Saturday, October 22, 2011

Go for it now. The future is promised to no one.




Life Quotes

It’s like something ‘clicked’ in my brain sometime in the last couple of months because I have been so happy – the happiest I’ve been in a couple of years, in fact! And it’s been amazing. I feel like a fog has been lifted and I am loving it.

Let’s be honest, the past two years have been a struggle for my family. TJ’s accident was exactly two years ago on October 24th. I will never forget the little tiny details of that day, like what we had for lunch (grilled cheese sandwiches and sweet potato fries) or what time I got that phone call from the RCMP saying TJ was in an accident (10:44 p.m.) but I finally feel like I’ve come to terms with the accident and the changes that came because of it. I have struggled silently with anger and sadness as a result of what our family has gone through, but, as I said, I finally feel like the dark little cloud surrounding me is gone and I can see the good things that I have going for me.

Yay me, right?

Because things have been going so well, I’ve been noticing differences in my personality and feelings of self-worth. I’m not so self-conscious anymore. For example, if I were at the gym two years ago and there were boys there working out, I’d stick to cardio machines only. I didn’t want to lift weights in front of boys. But now, I head to the weight racks without a second thought! As a result of my increased confidence, I took a huge step today and signed up for a course I’ve been looking into seriously the past year or so. If you know me at all you’d know that the one thing that really bothers me about myself and my life (and has bothered me since high school) is my lack of insight into what I want to do with my future. I’ve gone through every profession from teacher to lawyer to writer to criminologist to forensic psychologist to photographer to...well...you name it, seriously. And while it’s true that a lot of those topics still interest me to a certain degree, I have never believed in my capabilities to pursue a career in any of those fields.

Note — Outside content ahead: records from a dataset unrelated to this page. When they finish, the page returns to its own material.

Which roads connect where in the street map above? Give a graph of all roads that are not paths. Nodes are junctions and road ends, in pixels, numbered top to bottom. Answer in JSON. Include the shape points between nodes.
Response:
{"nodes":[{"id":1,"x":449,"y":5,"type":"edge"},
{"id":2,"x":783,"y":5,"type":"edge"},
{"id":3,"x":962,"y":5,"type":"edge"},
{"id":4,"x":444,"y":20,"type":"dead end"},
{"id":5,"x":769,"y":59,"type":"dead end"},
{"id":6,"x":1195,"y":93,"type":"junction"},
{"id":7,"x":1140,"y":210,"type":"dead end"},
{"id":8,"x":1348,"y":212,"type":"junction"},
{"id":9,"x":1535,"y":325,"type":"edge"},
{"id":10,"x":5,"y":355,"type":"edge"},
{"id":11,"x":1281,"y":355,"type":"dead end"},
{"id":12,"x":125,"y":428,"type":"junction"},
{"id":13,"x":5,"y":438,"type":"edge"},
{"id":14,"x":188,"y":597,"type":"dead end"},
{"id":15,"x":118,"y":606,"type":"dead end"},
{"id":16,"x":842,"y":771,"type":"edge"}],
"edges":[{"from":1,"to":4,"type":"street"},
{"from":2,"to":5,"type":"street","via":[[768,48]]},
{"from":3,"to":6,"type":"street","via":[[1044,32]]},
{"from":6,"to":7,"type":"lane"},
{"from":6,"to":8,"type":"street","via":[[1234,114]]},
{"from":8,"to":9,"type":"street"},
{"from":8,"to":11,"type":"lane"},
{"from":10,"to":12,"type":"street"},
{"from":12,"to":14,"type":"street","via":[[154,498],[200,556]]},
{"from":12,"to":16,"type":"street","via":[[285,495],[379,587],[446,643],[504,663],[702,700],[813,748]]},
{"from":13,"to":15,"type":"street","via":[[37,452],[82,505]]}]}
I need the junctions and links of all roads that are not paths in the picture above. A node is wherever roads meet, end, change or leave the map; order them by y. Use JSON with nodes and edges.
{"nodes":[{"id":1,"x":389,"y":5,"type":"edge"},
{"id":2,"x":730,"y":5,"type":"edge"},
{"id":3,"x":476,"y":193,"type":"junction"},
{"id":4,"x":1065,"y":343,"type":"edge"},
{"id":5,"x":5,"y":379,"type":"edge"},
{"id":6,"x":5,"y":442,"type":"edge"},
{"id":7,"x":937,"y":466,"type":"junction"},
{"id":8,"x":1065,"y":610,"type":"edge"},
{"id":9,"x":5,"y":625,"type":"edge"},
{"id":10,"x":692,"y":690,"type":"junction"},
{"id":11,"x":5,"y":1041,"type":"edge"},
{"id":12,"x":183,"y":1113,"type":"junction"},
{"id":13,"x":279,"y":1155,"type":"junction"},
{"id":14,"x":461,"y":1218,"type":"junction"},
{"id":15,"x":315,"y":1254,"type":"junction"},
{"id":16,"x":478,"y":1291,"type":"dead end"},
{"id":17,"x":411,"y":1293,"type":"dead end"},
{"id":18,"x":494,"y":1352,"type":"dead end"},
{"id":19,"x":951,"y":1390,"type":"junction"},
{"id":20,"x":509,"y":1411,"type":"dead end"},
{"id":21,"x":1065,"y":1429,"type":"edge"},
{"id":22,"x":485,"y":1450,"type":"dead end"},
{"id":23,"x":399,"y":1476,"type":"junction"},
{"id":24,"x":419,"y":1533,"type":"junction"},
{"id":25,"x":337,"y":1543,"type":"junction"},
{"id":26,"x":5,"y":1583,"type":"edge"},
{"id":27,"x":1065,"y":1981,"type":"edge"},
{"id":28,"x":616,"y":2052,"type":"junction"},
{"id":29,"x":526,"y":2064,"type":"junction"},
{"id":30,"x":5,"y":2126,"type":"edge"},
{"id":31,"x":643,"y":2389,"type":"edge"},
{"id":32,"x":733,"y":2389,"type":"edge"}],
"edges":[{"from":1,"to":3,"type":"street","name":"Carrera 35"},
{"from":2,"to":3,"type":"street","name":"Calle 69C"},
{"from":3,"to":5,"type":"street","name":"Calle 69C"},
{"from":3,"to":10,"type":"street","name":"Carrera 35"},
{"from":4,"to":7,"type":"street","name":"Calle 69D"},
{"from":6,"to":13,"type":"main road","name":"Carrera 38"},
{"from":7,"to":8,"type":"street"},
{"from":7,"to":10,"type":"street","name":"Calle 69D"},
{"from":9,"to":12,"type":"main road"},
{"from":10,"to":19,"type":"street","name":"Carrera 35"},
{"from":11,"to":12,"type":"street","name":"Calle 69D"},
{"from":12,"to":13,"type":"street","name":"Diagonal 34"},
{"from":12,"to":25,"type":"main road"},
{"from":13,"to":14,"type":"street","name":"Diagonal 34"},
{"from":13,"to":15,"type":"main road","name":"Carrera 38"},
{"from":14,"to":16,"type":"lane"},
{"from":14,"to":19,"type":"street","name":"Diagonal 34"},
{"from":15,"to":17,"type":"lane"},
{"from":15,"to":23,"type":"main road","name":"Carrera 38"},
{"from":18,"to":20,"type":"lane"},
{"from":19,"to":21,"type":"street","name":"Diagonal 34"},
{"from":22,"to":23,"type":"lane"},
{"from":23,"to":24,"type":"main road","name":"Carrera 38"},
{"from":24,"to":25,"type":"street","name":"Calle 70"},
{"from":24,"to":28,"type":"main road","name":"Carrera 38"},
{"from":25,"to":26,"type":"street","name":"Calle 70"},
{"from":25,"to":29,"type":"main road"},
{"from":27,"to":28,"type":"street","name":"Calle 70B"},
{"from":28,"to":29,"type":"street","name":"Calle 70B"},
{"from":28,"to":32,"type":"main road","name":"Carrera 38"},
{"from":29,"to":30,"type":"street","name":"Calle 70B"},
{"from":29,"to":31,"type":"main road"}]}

Then in 2008, my life changed. Aside from having my beautiful daughter in October (she, btw, celebrating her third birthday last Sunday! Yikes! Time flies TOO fast), I also packed on some serious poundage. I was nearly 200 lbs when I had Melina which is +60 lbs from what I weighed when I got pregnant. I was huge, unhappy and flabby. Then I bit the bullet one day and bought a gym membership. It seemed like a chore at the time but the weight falling off of me made me continue going. In 2009, TJ & I joined a Biggest Loser competition in our town and lost some more weight together and it was then that the ‘monster’ in me was awakened. I love fitness. I love exercising. I don’t even view it as a chore anymore. I own a 1000 workout DVDs, programs and books (okay, that’s a slight exaggeration of course but if you ask TJ he will lie and tell you I actually do own a 1000). So, today I signed up for a personal training certification class. It’s done through correspondence so I can do all my course work from home which is convenient. And I have to say, I am SO pumped to start learning more about this field, even just for my own benefit as an exercise! I can’t wait to learn about the human body and relive some of the things I hated learning about in high school (when I was also overweight and didn’t care about health/fitness). I will admit, however, that my sights aren’t set at becoming a personal trainer right away. I am one of those people who needs to be 110% sure of something before I set my mind to it and I feel that taking more courses in this field before I even think about training someone would be beneficial for me. I want to know everything I possibly can! I don’t want to do this wishy-washy. I want to learn more about proper nutrition and, conveniently enough, the same association from which I’m taking the personal trainer course offers a nutrition certificate as well.

I am excited for the text book to be on my door step in a few days and to dive into it head first. I want to learn and I’m so thrilled to be about to embark on a learning journey in something that I truly am passionate about! Hip hip hurray!